- WORK INSTRUCTIONS: For the word "Pasirwangi", find each line in the entries where it occurs and copy that line.

- SUPPLIED ENTRIES:
┌──

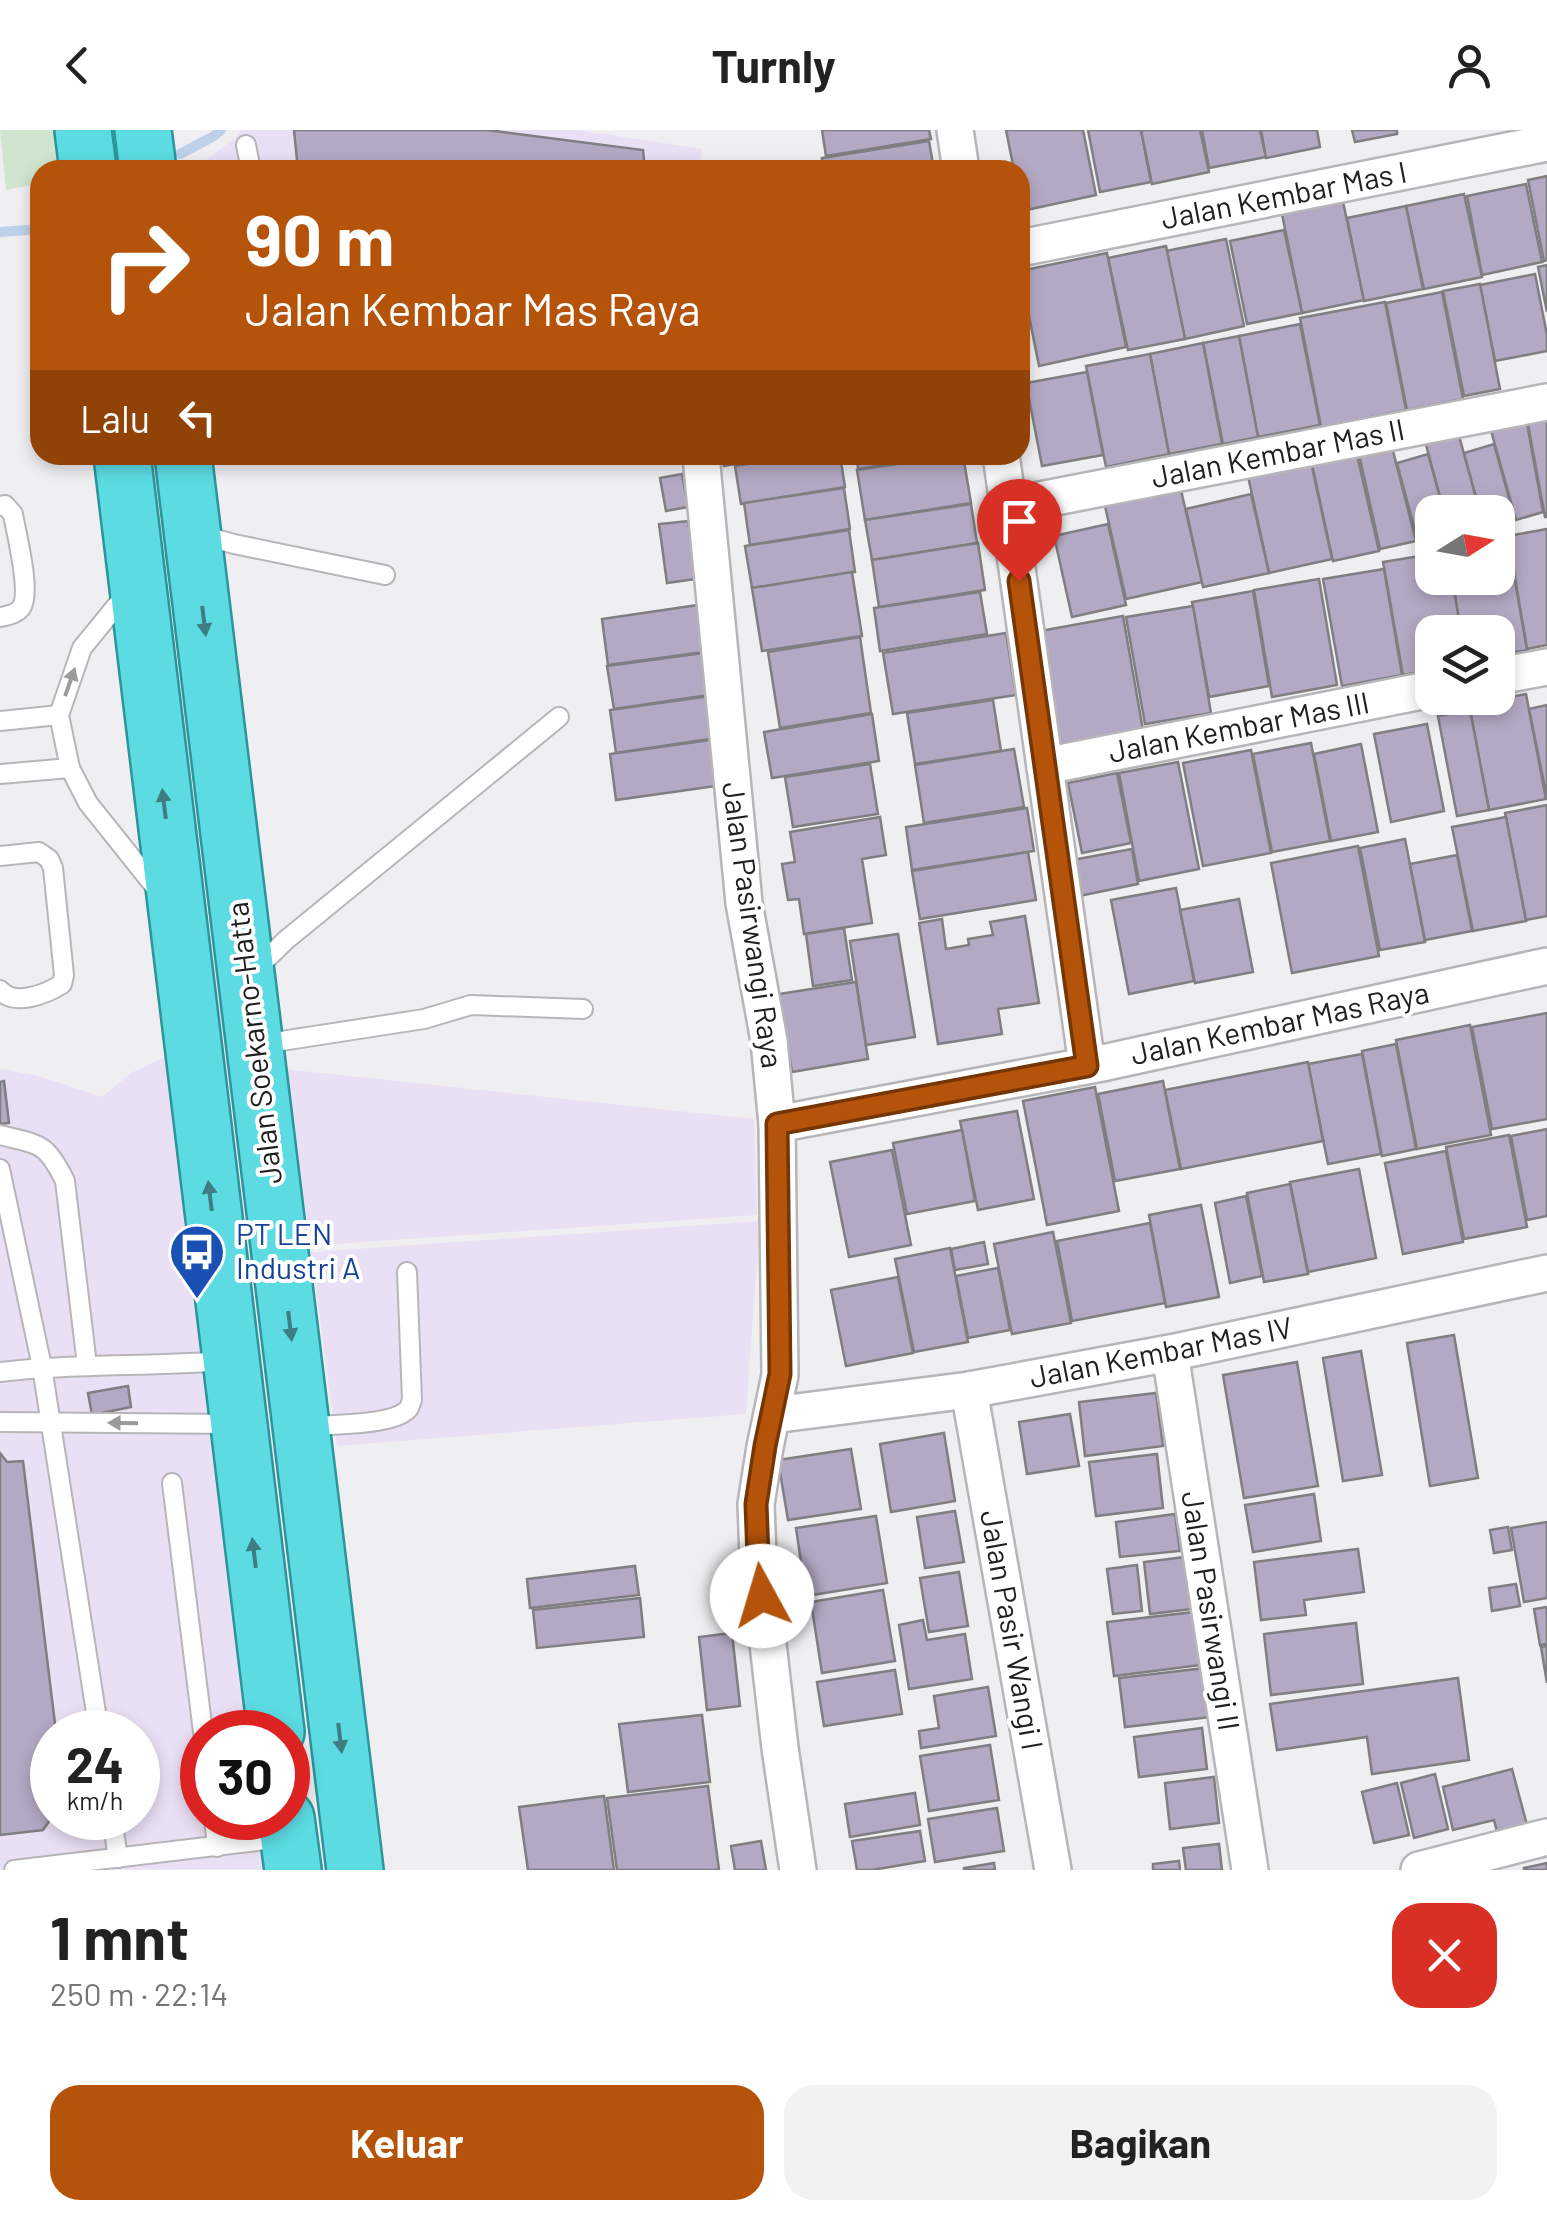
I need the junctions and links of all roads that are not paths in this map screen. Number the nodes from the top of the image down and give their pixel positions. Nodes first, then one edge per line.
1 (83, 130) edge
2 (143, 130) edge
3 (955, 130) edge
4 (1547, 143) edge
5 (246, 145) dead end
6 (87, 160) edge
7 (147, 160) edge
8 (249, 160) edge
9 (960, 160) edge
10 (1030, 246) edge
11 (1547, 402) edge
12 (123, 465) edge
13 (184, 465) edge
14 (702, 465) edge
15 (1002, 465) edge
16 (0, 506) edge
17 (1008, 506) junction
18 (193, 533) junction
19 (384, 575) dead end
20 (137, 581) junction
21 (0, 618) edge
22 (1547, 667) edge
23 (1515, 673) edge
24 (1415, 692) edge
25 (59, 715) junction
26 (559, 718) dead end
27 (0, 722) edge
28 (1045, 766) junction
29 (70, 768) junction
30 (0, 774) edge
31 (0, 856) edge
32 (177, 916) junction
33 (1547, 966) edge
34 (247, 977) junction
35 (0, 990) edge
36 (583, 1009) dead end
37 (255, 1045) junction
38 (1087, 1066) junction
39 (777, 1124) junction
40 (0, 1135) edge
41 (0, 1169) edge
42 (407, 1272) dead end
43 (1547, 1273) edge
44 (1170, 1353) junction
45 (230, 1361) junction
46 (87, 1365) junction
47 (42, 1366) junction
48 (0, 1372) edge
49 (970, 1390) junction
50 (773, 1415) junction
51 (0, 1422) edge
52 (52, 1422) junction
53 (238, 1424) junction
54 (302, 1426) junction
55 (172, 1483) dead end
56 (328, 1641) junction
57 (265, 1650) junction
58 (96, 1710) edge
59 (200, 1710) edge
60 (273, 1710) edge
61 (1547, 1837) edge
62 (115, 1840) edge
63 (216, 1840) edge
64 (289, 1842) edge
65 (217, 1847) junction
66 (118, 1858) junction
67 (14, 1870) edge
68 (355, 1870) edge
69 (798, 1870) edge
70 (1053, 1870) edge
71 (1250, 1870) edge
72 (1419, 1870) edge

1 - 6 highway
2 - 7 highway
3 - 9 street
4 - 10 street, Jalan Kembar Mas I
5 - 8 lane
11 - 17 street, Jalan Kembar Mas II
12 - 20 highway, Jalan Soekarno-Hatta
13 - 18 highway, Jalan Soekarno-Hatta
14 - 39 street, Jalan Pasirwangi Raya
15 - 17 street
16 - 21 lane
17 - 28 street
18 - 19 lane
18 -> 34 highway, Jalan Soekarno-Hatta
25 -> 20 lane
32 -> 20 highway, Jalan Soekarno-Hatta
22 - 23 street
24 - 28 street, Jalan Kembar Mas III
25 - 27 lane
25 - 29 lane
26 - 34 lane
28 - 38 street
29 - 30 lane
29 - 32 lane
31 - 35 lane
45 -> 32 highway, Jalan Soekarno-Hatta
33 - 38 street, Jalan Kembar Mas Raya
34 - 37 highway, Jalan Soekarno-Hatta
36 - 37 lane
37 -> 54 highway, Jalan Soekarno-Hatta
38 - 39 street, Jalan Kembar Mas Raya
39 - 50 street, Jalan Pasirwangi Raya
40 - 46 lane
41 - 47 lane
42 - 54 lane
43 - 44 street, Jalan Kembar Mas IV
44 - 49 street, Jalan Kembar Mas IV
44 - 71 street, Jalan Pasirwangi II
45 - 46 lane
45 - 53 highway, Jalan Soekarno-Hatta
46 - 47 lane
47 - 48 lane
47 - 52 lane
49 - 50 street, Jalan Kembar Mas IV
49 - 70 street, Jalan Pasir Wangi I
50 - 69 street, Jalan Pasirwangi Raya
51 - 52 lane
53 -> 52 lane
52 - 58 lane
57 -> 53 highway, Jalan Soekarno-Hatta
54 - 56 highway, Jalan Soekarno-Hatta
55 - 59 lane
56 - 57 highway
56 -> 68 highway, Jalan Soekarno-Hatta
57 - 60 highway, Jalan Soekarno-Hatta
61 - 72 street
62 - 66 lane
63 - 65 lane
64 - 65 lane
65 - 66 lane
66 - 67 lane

└──

- RESPONSE BOX:
14 - 39 street, Jalan Pasirwangi Raya
39 - 50 street, Jalan Pasirwangi Raya
44 - 71 street, Jalan Pasirwangi II
50 - 69 street, Jalan Pasirwangi Raya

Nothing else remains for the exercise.